Las pupilas de la desconocida se incendiaron en la penumbra como las de un súcubo, pero Gaia no lo notó porque la otra siguió andando sin mirarla.
– Dime tu nombre o me iré -advirtió Gaia.
La mujer giró para enfrentarse a ella y, cuando habló, su tono había adquirido la consistencia de una tormenta cuando su vaho azota al viajero desprevenido.
– Tengo muchos nombres, y mi apellido es Andiomena… En Cuba me dicen Oshún.
LA ISLA DE LOS ORISHAS
I
«Tiene que ser una broma», pensó Gaia sin perder de vista a la mujer, que se deslizó por el jardín como una figura de niebla.
La luz de un farol arrojaba una especie de gasa cenicienta que permitía adivinar los contornos de los objetos. Rodeada de álamos centenarios, la casona se perdía bajo el abrazo de las ramas. En otros tiempos la entrada estuvo custodiada por rosales, marpacíficos y galanes de noche; ahora, las únicas flores que sobrevivían en aquel matorral eran algunas campanas. La visión fugaz de los mazos blanquecinos le recordó el nombre que solía darles su abuela: floripondios.

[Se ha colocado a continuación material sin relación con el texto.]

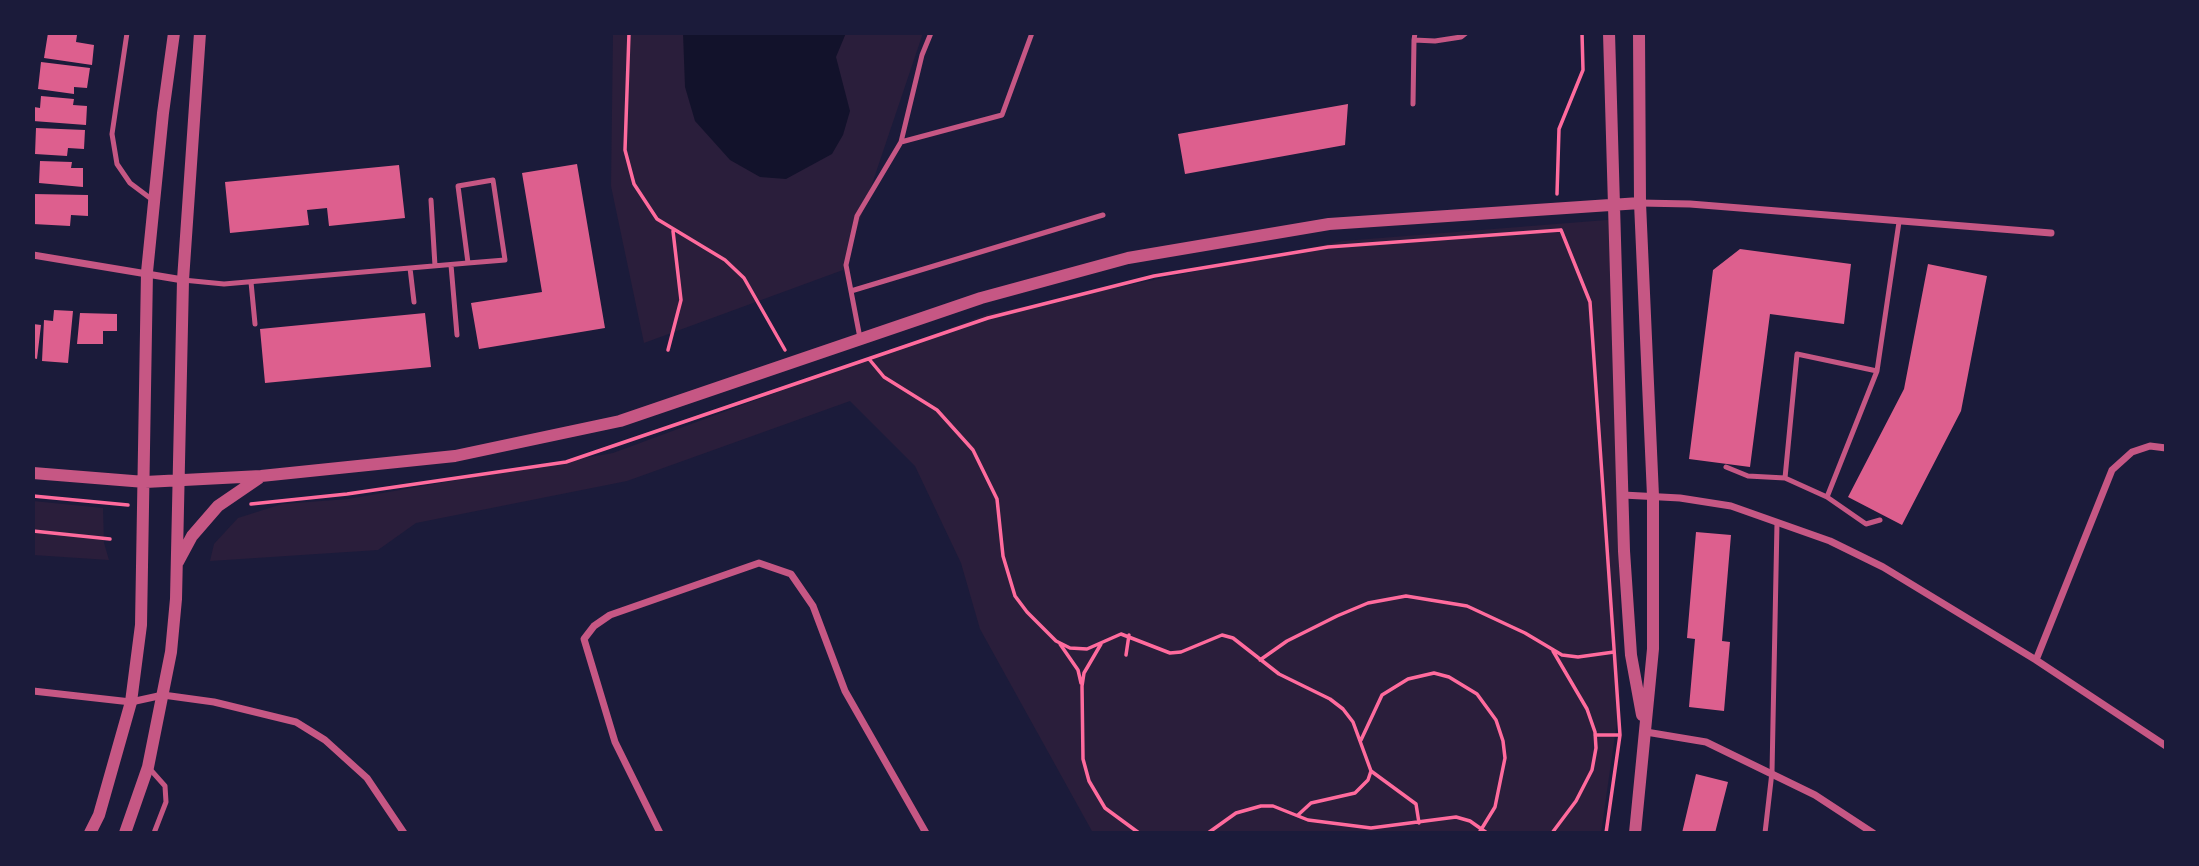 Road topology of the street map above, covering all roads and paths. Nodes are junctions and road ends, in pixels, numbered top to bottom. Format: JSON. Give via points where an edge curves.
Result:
{"nodes":[{"id":1,"x":127,"y":33,"type":"edge"},
{"id":2,"x":174,"y":33,"type":"edge"},
{"id":3,"x":200,"y":33,"type":"edge"},
{"id":4,"x":629,"y":33,"type":"edge"},
{"id":5,"x":931,"y":33,"type":"edge"},
{"id":6,"x":1032,"y":33,"type":"edge"},
{"id":7,"x":1466,"y":33,"type":"edge"},
{"id":8,"x":1582,"y":33,"type":"edge"},
{"id":9,"x":1609,"y":33,"type":"edge"},
{"id":10,"x":1639,"y":33,"type":"edge"},
{"id":11,"x":1414,"y":37,"type":"edge"},
{"id":12,"x":1413,"y":104,"type":"dead end"},
{"id":13,"x":901,"y":142,"type":"junction"},
{"id":14,"x":431,"y":200,"type":"dead end"},
{"id":15,"x":153,"y":201,"type":"junction"},
{"id":16,"x":1640,"y":203,"type":"junction"},
{"id":17,"x":1616,"y":204,"type":"junction"},
{"id":18,"x":1558,"y":208,"type":"junction"},
{"id":19,"x":1103,"y":215,"type":"dead end"},
{"id":20,"x":1899,"y":222,"type":"junction"},
{"id":21,"x":1561,"y":230,"type":"junction"},
{"id":22,"x":673,"y":231,"type":"junction"},
{"id":23,"x":2051,"y":233,"type":"dead end"},
{"id":24,"x":33,"y":255,"type":"edge"},
{"id":25,"x":468,"y":264,"type":"junction"},
{"id":26,"x":452,"y":265,"type":"junction"},
{"id":27,"x":435,"y":266,"type":"junction"},
{"id":28,"x":410,"y":268,"type":"junction"},
{"id":29,"x":147,"y":272,"type":"junction"},
{"id":30,"x":183,"y":280,"type":"junction"},
{"id":31,"x":251,"y":282,"type":"junction"},
{"id":32,"x":851,"y":291,"type":"junction"},
{"id":33,"x":414,"y":302,"type":"dead end"},
{"id":34,"x":255,"y":324,"type":"dead end"},
{"id":35,"x":457,"y":335,"type":"dead end"},
{"id":36,"x":860,"y":338,"type":"junction"},
{"id":37,"x":668,"y":350,"type":"dead end"},
{"id":38,"x":869,"y":359,"type":"junction"},
{"id":39,"x":790,"y":361,"type":"junction"},
{"id":40,"x":1877,"y":371,"type":"junction"},
{"id":41,"x":2166,"y":448,"type":"edge"},
{"id":42,"x":1726,"y":467,"type":"dead end"},
{"id":43,"x":33,"y":473,"type":"edge"},
{"id":44,"x":261,"y":476,"type":"junction"},
{"id":45,"x":1785,"y":478,"type":"junction"},
{"id":46,"x":179,"y":481,"type":"junction"},
{"id":47,"x":145,"y":482,"type":"junction"},
{"id":48,"x":1623,"y":495,"type":"junction"},
{"id":49,"x":33,"y":496,"type":"edge"},
{"id":50,"x":1653,"y":496,"type":"junction"},
{"id":51,"x":1827,"y":497,"type":"junction"},
{"id":52,"x":128,"y":505,"type":"dead end"},
{"id":53,"x":248,"y":505,"type":"dead end"},
{"id":54,"x":1880,"y":520,"type":"dead end"},
{"id":55,"x":1777,"y":523,"type":"junction"},
{"id":56,"x":33,"y":531,"type":"edge"},
{"id":57,"x":110,"y":539,"type":"dead end"},
{"id":58,"x":177,"y":565,"type":"junction"},
{"id":59,"x":1129,"y":635,"type":"junction"},
{"id":60,"x":1059,"y":642,"type":"junction"},
{"id":61,"x":1102,"y":642,"type":"junction"},
{"id":62,"x":1552,"y":649,"type":"junction"},
{"id":63,"x":1614,"y":652,"type":"junction"},
{"id":64,"x":1126,"y":655,"type":"dead end"},
{"id":65,"x":1260,"y":660,"type":"junction"},
{"id":66,"x":2036,"y":660,"type":"junction"},
{"id":67,"x":1082,"y":686,"type":"junction"},
{"id":68,"x":33,"y":691,"type":"edge"},
{"id":69,"x":163,"y":695,"type":"junction"},
{"id":70,"x":131,"y":702,"type":"junction"},
{"id":71,"x":1646,"y":732,"type":"junction"},
{"id":72,"x":1595,"y":735,"type":"junction"},
{"id":73,"x":1620,"y":735,"type":"junction"},
{"id":74,"x":1360,"y":742,"type":"junction"},
{"id":75,"x":2166,"y":746,"type":"edge"},
{"id":76,"x":148,"y":767,"type":"junction"},
{"id":77,"x":1371,"y":771,"type":"junction"},
{"id":78,"x":1772,"y":772,"type":"junction"},
{"id":79,"x":1298,"y":815,"type":"junction"},
{"id":80,"x":1419,"y":823,"type":"junction"},
{"id":81,"x":90,"y":833,"type":"edge"},
{"id":82,"x":125,"y":833,"type":"edge"},
{"id":83,"x":154,"y":833,"type":"edge"},
{"id":84,"x":404,"y":833,"type":"edge"},
{"id":85,"x":660,"y":833,"type":"edge"},
{"id":86,"x":926,"y":833,"type":"edge"},
{"id":87,"x":1139,"y":833,"type":"edge"},
{"id":88,"x":1208,"y":833,"type":"edge"},
{"id":89,"x":1479,"y":833,"type":"edge"},
{"id":90,"x":1487,"y":833,"type":"edge"},
{"id":91,"x":1552,"y":833,"type":"edge"},
{"id":92,"x":1606,"y":833,"type":"edge"},
{"id":93,"x":1635,"y":833,"type":"edge"},
{"id":94,"x":1765,"y":833,"type":"edge"},
{"id":95,"x":1873,"y":833,"type":"edge"}],
"edges":[{"from":1,"to":15,"type":"lane","via":[[112,134],[117,164],[130,183]]},
{"from":2,"to":15,"type":"street"},
{"from":3,"to":30,"type":"street"},
{"from":4,"to":22,"type":"path","via":[[625,150],[634,184],[657,219]]},
{"from":5,"to":13,"type":"lane"},
{"from":6,"to":13,"type":"lane","via":[[1002,115]]},
{"from":7,"to":11,"type":"lane","via":[[1435,41]]},
{"from":8,"to":18,"type":"path","via":[[1583,70],[1559,129]]},
{"from":9,"to":17,"type":"street"},
{"from":10,"to":16,"type":"street"},
{"from":11,"to":12,"type":"lane"},
{"from":13,"to":32,"type":"lane","via":[[857,216],[846,265]]},
{"from":14,"to":27,"type":"lane"},
{"from":15,"to":29,"type":"street"},
{"from":16,"to":17,"type":"street"},
{"from":16,"to":20,"type":"street"},
{"from":16,"to":50,"type":"street"},
{"from":17,"to":18,"type":"street"},
{"from":17,"to":48,"type":"street"},
{"from":18,"to":21,"type":"path"},
{"from":18,"to":36,"type":"street","via":[[1329,224],[1128,258],[981,298]]},
{"from":19,"to":32,"type":"lane"},
{"from":20,"to":23,"type":"street"},
{"from":20,"to":40,"type":"lane"},
{"from":21,"to":38,"type":"path","via":[[1328,247],[1154,276],[988,318]]},
{"from":21,"to":63,"type":"path","via":[[1590,302]]},
{"from":22,"to":37,"type":"path","via":[[681,300]]},
{"from":22,"to":39,"type":"path","via":[[725,260],[744,278]]},
{"from":24,"to":29,"type":"street"},
{"from":25,"to":25,"type":"lane","via":[[505,260],[493,180],[458,186]]},
{"from":25,"to":26,"type":"lane"},
{"from":26,"to":27,"type":"lane"},
{"from":26,"to":35,"type":"lane"},
{"from":27,"to":28,"type":"lane"},
{"from":28,"to":31,"type":"lane"},
{"from":28,"to":33,"type":"lane"},
{"from":29,"to":30,"type":"street"},
{"from":29,"to":47,"type":"street"},
{"from":30,"to":31,"type":"lane"},
{"from":30,"to":46,"type":"street"},
{"from":31,"to":34,"type":"lane"},
{"from":32,"to":36,"type":"lane"},
{"from":36,"to":39,"type":"street"},
{"from":38,"to":53,"type":"path","via":[[566,462]]},
{"from":38,"to":60,"type":"path","via":[[884,377],[937,411],[973,450],[997,499],[1003,556],[1015,596]]},
{"from":39,"to":44,"type":"street","via":[[620,421],[455,456]]},
{"from":40,"to":45,"type":"lane","via":[[1797,354]]},
{"from":40,"to":51,"type":"lane"},
{"from":41,"to":66,"type":"street","via":[[2150,446],[2132,452],[2112,470]]},
{"from":42,"to":45,"type":"lane","via":[[1748,475]]},
{"from":43,"to":47,"type":"street"},
{"from":44,"to":46,"type":"street"},
{"from":44,"to":58,"type":"street","via":[[218,506],[192,536]]},
{"from":45,"to":51,"type":"lane"},
{"from":46,"to":47,"type":"street"},
{"from":46,"to":58,"type":"street"},
{"from":47,"to":70,"type":"street","via":[[141,625]]},
{"from":48,"to":50,"type":"street"},
{"from":48,"to":71,"type":"street","via":[[1631,655]]},
{"from":49,"to":52,"type":"path"},
{"from":50,"to":55,"type":"street","via":[[1731,506]]},
{"from":50,"to":71,"type":"street","via":[[1653,649]]},
{"from":51,"to":54,"type":"lane","via":[[1866,524]]},
{"from":55,"to":66,"type":"street","via":[[1830,541],[1883,567]]},
{"from":55,"to":78,"type":"lane"},
{"from":56,"to":57,"type":"path"},
{"from":58,"to":69,"type":"street"},
{"from":59,"to":61,"type":"path"},
{"from":59,"to":64,"type":"path"},
{"from":59,"to":65,"type":"path","via":[[1170,653],[1222,635],[1247,647]]},
{"from":60,"to":61,"type":"path","via":[[1087,649]]},
{"from":60,"to":67,"type":"path","via":[[1078,670]]},
{"from":61,"to":67,"type":"path","via":[[1084,673]]},
{"from":62,"to":63,"type":"path","via":[[1577,657]]},
{"from":62,"to":65,"type":"path","via":[[1467,606],[1406,596],[1368,603],[1337,616]]},
{"from":62,"to":72,"type":"path","via":[[1579,692]]},
{"from":63,"to":73,"type":"path"},
{"from":65,"to":74,"type":"path","via":[[1343,709]]},
{"from":66,"to":75,"type":"street"},
{"from":67,"to":87,"type":"path","via":[[1081,737],[1089,780],[1105,808]]},
{"from":68,"to":70,"type":"street"},
{"from":69,"to":70,"type":"street"},
{"from":69,"to":76,"type":"street"},
{"from":69,"to":84,"type":"street","via":[[296,722],[348,758],[368,778]]},
{"from":70,"to":81,"type":"street"},
{"from":71,"to":78,"type":"street","via":[[1706,741]]},
{"from":71,"to":93,"type":"street"},
{"from":72,"to":73,"type":"path"},
{"from":72,"to":91,"type":"path","via":[[1592,770]]},
{"from":73,"to":92,"type":"path"},
{"from":74,"to":77,"type":"path"},
{"from":74,"to":89,"type":"path","via":[[1373,708],[1392,687],[1423,674],[1449,677],[1477,694],[1496,720],[1504,758],[1495,807]]},
{"from":76,"to":82,"type":"street"},
{"from":76,"to":83,"type":"lane","via":[[158,776],[166,802]]},
{"from":77,"to":79,"type":"path","via":[[1354,793],[1311,803]]},
{"from":77,"to":80,"type":"path","via":[[1416,804]]},
{"from":78,"to":94,"type":"lane"},
{"from":78,"to":95,"type":"street"},
{"from":79,"to":80,"type":"path","via":[[1371,828]]},
{"from":79,"to":88,"type":"path","via":[[1273,806],[1248,808]]},
{"from":80,"to":90,"type":"path","via":[[1456,817]]},
{"from":85,"to":86,"type":"street","via":[[615,741],[584,639],[610,615],[759,563],[791,575],[813,606],[845,691]]}]}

El murmullo de las risas fue creciendo a medida que se aproximaban al portal. Gaia sospechó una conspiración. ¿Se habría confabulado Lisa con alguien para hacerle creer que una orisha la estaba guiando hasta esa casa? ¿Esperaban que aquel apellido le hiciera admitir la presencia de la misma Afrodita en su isla? ¿Laquería tanto su amiga que estaba decidida a borrar el recuerdo del Poeta, aun a costa del disparate? ¿Sería Eri un enviado de la tía Rita?
Hubiera deseado contestar afirmativamente a todas esas preguntas y olvidarse en seguida del asunto, pero quedaban cuestiones que no sabía cómo resolver. Si su encuentro con Eri era una trampa bienintencionada, ¿cómo explicar lo del restaurante? ¿Cómo interpretar su entada a un sitio prohibido para ella, la orgía culinaria, la ausencia de pago? No creía que nadie tuviera el poder suficiente para preparar semejante escenario; por eso dudaba de la existencia de un complot. Aunque si este no existía, ¿qué significaba lo demás?
La noche refrescaba ostensiblemente. Bajo su tenue vestido de algodón, Gaia comenzó a tiritar. No pudo menos que alegrarse cuando su guía se acercó a la puerta y, tras susurrar unas palabras, ésta se abrió.